This makes sense. Add kaccess types that can be processed properly.

> 
> [...]
> 
>> diff --git a/arch/arm64/mm/extable.c b/arch/arm64/mm/extable.c
>> index 478e639f8680..28ec35e3d210 100644
>> --- a/arch/arm64/mm/extable.c
>> +++ b/arch/arm64/mm/extable.c
>> @@ -85,10 +85,10 @@ bool fixup_exception_mc(struct pt_regs *regs)
>>   	if (!ex)
>>   		return false;
>>   
>> -	/*
>> -	 * This is not complete, More Machine check safe extable type can
>> -	 * be processed here.
>> -	 */
>> +	switch (ex->type) {
>> +	case EX_TYPE_UACCESS_ERR_ZERO:
>> +		return ex_handler_uaccess_err_zero(ex, regs);
>> +	}
> 
> Please fold this part into the prior patch, and start ogf with *only* handling
> errors on accesses already marked with EX_TYPE_UACCESS_ERR_ZERO. I think that
> change would be relatively uncontroversial, and it would be much easier to
> build atop that.

OK, the two patches will be merged in the next release.

Many thanks.
Tong.

> 
> Thanks,
> Mark.
> .
Mark Rutland Jan. 30, 2024, 12:01 p.m. UTC | #3
On Tue, Jan 30, 2024 at 07:14:35PM +0800, Tong Tiangen wrote:
> 在 2024/1/30 1:43, Mark Rutland 写道:
> > On Mon, Jan 29, 2024 at 09:46:49PM +0800, Tong Tiangen wrote:
> > Further, this change will also silently fixup unexpected kernel faults if we
> > pass bad kernel pointers to copy_{to,from}_user, which will hide real bugs.
> 
> I think this is better than the panic kernel, because the real bugs
> belongs to the user process.

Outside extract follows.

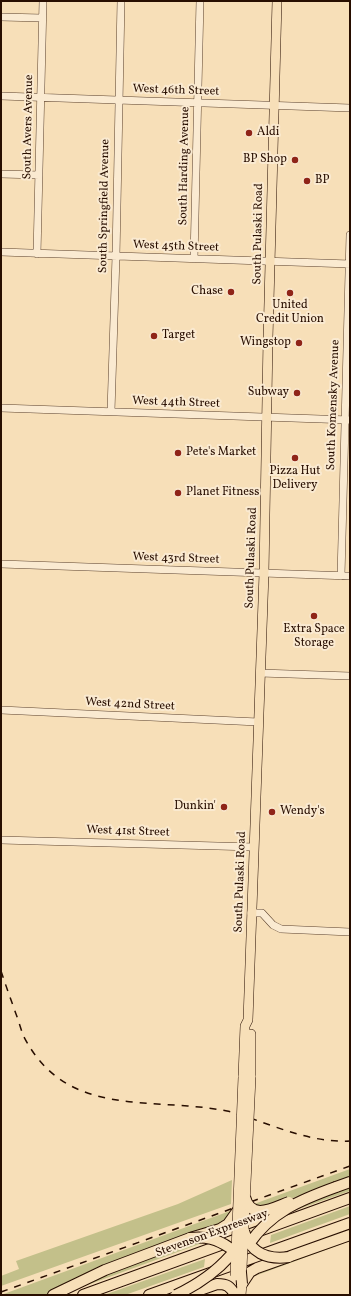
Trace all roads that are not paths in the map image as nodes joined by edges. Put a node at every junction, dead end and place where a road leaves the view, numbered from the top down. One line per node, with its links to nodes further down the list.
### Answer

Even if the wrong pointer is
> transferred, the page corresponding to the wrong pointer has a memroy
> error.

I think you have misunderstood my point; I'm talking about the case of a bad
kernel pointer *without* a memory error.

For example, consider some buggy code such as:

	void __user *uptr = some_valid_user_pointer;
	void *kptr = NULL; // or any other bad pointer

	ret = copy_to_user(uptr, kptr, size);
	if (ret)
		return -EFAULT;

Before this patch, when copy_to_user() attempted to load from NULL it would
fault, there would be no fixup handler for the LDR, and the kernel would die(),
reporting the bad kernel access.

After this patch (which adds fixup handlers to all the LDR*s in
copy_to_user()), the fault (which is *not* a memory error) would be handled by
the fixup handler, and copy_to_user() would return an error without *any*
indication of the horrible kernel bug.

This will hide kernel bugs, which will make those harder to identify and fix,
and will also potentially make it easier to exploit the kernel: if the user
somehow gains control of the kernel pointer, they can rely on the fixup handler
returning an error, and can scan through memory rather than dying as soon as
they pas a bad pointer.

> In addition, the panic information contains necessary information
> for users to check.

There is no panic() in the case I am describing.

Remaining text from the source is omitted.